**YOUR TASK:** Report every line of the entries that contains the word "ALCOA".

+ + + +

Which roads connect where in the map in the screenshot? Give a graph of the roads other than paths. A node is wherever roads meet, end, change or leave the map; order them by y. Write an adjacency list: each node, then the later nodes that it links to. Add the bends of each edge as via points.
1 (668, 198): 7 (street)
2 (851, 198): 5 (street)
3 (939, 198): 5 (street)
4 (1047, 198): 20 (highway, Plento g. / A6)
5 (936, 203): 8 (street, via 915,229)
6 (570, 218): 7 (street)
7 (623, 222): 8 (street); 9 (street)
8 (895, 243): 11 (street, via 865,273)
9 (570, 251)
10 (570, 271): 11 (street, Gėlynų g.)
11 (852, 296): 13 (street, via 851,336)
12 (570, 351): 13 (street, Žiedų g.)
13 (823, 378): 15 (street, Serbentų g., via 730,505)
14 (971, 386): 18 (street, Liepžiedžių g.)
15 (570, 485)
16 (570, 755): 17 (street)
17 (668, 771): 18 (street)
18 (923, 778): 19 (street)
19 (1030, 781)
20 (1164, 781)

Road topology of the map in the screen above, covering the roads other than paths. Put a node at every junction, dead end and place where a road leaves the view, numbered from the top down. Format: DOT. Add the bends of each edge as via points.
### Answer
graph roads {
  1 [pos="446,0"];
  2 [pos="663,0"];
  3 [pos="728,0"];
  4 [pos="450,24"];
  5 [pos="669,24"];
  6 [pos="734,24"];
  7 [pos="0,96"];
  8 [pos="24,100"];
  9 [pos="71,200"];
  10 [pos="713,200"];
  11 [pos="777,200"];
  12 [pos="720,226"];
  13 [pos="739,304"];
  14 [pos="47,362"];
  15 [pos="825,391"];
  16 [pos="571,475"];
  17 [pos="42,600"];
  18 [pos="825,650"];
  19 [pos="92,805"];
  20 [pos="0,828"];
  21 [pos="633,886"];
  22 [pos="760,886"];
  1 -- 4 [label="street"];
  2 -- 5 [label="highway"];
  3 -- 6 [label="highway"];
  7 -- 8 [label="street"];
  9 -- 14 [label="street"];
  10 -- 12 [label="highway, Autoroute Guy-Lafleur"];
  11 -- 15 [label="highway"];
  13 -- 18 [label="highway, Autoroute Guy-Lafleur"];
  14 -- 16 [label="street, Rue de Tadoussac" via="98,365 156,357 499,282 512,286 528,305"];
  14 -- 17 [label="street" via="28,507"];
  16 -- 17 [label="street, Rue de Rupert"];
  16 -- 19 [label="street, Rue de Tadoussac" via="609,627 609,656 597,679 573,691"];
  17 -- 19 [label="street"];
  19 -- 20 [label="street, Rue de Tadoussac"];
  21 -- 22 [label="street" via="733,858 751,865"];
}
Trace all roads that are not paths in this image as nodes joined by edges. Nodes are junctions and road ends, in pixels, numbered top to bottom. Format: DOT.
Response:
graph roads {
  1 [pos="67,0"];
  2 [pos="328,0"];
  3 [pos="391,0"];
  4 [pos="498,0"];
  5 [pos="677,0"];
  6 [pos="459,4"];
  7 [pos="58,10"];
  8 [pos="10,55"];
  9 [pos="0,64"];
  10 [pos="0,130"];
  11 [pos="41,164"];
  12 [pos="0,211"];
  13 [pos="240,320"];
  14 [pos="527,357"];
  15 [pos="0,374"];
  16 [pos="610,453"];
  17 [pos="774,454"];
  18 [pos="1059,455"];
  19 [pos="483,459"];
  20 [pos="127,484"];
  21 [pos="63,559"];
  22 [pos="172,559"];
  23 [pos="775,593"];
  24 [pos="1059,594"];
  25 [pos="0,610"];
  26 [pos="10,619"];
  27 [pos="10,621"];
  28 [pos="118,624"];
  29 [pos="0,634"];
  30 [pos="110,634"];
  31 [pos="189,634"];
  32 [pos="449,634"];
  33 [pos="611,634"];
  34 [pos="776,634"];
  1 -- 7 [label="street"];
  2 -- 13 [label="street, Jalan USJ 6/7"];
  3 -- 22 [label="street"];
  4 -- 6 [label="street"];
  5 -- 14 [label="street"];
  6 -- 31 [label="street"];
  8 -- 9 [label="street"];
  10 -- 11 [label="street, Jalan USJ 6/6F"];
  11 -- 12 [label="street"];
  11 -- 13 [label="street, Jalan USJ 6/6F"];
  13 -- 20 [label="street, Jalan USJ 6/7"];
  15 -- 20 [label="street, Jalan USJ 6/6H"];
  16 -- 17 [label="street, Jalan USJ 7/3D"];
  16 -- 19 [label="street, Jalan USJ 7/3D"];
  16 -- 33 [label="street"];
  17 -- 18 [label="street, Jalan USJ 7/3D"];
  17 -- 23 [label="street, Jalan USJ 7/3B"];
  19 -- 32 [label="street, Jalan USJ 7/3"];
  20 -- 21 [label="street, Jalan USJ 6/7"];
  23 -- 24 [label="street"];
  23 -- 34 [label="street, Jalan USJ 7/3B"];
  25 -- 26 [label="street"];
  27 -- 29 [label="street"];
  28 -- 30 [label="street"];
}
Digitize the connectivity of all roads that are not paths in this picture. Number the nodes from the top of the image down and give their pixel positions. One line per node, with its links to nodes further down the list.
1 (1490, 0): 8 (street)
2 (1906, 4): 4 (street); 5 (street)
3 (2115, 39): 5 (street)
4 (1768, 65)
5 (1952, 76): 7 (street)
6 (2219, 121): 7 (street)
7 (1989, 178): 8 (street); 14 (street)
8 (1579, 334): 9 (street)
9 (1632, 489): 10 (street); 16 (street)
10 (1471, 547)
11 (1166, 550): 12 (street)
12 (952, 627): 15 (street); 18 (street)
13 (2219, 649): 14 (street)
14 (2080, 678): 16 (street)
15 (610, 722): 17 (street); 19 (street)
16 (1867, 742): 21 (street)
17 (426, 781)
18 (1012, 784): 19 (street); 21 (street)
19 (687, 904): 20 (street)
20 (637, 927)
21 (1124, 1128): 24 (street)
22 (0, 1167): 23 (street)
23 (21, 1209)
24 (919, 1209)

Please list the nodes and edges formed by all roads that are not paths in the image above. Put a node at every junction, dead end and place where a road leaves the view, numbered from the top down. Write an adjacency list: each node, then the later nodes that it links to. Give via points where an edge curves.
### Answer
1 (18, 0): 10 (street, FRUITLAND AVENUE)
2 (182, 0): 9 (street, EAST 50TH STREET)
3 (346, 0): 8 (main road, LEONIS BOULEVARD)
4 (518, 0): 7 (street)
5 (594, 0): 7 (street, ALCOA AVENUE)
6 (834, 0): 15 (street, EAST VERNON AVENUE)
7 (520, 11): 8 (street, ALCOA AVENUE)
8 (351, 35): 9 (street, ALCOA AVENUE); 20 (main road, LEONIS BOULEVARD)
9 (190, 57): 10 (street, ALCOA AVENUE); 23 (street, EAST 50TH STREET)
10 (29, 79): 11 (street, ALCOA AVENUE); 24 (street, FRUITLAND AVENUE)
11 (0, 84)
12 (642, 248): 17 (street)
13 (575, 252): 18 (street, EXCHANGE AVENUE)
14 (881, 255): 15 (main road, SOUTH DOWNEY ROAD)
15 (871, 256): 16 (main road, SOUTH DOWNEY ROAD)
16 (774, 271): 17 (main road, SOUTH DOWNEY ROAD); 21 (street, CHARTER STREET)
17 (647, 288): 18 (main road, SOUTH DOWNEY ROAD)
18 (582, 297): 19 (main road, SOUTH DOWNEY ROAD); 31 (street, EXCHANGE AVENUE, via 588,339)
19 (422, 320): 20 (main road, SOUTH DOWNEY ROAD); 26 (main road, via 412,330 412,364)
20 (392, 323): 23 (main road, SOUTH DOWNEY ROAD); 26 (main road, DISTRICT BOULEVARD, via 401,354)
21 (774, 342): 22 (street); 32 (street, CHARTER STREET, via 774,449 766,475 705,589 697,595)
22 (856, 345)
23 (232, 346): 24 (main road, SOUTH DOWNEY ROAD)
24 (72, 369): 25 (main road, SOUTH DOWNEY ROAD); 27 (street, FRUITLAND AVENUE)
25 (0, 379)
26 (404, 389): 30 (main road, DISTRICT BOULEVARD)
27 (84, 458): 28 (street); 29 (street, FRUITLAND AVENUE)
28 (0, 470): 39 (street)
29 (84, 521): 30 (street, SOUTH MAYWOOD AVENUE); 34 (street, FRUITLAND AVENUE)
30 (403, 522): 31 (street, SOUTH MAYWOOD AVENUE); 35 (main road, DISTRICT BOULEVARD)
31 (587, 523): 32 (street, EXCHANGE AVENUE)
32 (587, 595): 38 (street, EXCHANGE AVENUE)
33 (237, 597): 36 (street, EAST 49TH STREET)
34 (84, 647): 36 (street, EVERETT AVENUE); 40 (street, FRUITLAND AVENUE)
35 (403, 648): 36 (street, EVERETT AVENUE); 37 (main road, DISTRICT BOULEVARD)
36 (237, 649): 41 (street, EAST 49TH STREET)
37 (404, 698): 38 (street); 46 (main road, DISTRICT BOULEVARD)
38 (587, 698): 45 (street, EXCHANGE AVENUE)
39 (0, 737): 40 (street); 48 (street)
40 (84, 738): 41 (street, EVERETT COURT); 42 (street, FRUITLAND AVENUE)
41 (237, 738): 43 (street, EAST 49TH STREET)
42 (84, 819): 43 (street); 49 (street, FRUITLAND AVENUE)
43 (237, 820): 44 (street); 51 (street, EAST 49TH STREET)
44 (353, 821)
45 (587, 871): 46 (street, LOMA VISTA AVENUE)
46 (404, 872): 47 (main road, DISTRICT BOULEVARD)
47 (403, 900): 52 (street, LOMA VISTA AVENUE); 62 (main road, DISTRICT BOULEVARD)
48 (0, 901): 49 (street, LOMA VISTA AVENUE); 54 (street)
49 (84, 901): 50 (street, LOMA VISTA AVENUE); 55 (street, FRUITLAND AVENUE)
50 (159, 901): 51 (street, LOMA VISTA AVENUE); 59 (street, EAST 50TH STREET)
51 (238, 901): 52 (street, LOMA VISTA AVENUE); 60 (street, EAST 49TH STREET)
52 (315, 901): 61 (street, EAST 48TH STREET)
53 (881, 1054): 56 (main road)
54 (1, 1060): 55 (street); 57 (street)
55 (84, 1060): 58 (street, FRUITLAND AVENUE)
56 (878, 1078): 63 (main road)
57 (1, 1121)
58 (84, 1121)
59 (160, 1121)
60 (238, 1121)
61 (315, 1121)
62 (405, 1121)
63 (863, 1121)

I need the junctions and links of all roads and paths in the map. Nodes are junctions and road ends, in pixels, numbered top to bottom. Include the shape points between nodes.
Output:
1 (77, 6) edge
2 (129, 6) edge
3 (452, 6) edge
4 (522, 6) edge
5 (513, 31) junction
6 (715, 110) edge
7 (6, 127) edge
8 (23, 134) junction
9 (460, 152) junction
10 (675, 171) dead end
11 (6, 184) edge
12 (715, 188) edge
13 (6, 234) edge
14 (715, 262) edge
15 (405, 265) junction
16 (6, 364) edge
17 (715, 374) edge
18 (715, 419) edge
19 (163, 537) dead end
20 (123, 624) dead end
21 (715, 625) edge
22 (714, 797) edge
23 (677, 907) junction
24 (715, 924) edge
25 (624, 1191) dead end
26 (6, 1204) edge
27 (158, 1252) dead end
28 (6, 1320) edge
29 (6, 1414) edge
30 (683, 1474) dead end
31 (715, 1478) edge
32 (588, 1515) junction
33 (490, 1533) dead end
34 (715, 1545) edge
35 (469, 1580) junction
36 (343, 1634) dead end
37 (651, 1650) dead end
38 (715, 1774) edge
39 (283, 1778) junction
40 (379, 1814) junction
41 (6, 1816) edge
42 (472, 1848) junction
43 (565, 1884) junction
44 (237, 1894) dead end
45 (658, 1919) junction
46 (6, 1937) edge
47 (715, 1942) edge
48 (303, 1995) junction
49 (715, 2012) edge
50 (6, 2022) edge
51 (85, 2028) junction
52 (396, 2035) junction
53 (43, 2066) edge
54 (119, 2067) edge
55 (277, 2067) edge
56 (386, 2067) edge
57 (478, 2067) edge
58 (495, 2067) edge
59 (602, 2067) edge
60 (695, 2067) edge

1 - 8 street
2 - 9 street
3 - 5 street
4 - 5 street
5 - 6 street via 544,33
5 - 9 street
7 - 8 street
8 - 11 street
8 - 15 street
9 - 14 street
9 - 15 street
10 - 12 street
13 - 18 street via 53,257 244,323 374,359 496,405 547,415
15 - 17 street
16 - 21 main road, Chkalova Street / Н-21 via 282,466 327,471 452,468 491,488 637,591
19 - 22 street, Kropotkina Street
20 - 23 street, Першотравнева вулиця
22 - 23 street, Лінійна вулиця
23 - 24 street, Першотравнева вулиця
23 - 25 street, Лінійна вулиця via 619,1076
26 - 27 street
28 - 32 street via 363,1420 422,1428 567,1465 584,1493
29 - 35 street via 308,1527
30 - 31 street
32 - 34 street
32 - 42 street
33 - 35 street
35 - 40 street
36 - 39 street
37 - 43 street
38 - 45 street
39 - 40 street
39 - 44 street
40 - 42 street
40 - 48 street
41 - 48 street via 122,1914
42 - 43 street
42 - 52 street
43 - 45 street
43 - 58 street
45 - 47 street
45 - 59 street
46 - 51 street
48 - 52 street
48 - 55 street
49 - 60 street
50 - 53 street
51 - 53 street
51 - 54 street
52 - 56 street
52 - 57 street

+ + + +

**REPLY:**
5 (594, 0): 7 (street, ALCOA AVENUE)
7 (520, 11): 8 (street, ALCOA AVENUE)
8 (351, 35): 9 (street, ALCOA AVENUE); 20 (main road, LEONIS BOULEVARD)
9 (190, 57): 10 (street, ALCOA AVENUE); 23 (street, EAST 50TH STREET)
10 (29, 79): 11 (street, ALCOA AVENUE); 24 (street, FRUITLAND AVENUE)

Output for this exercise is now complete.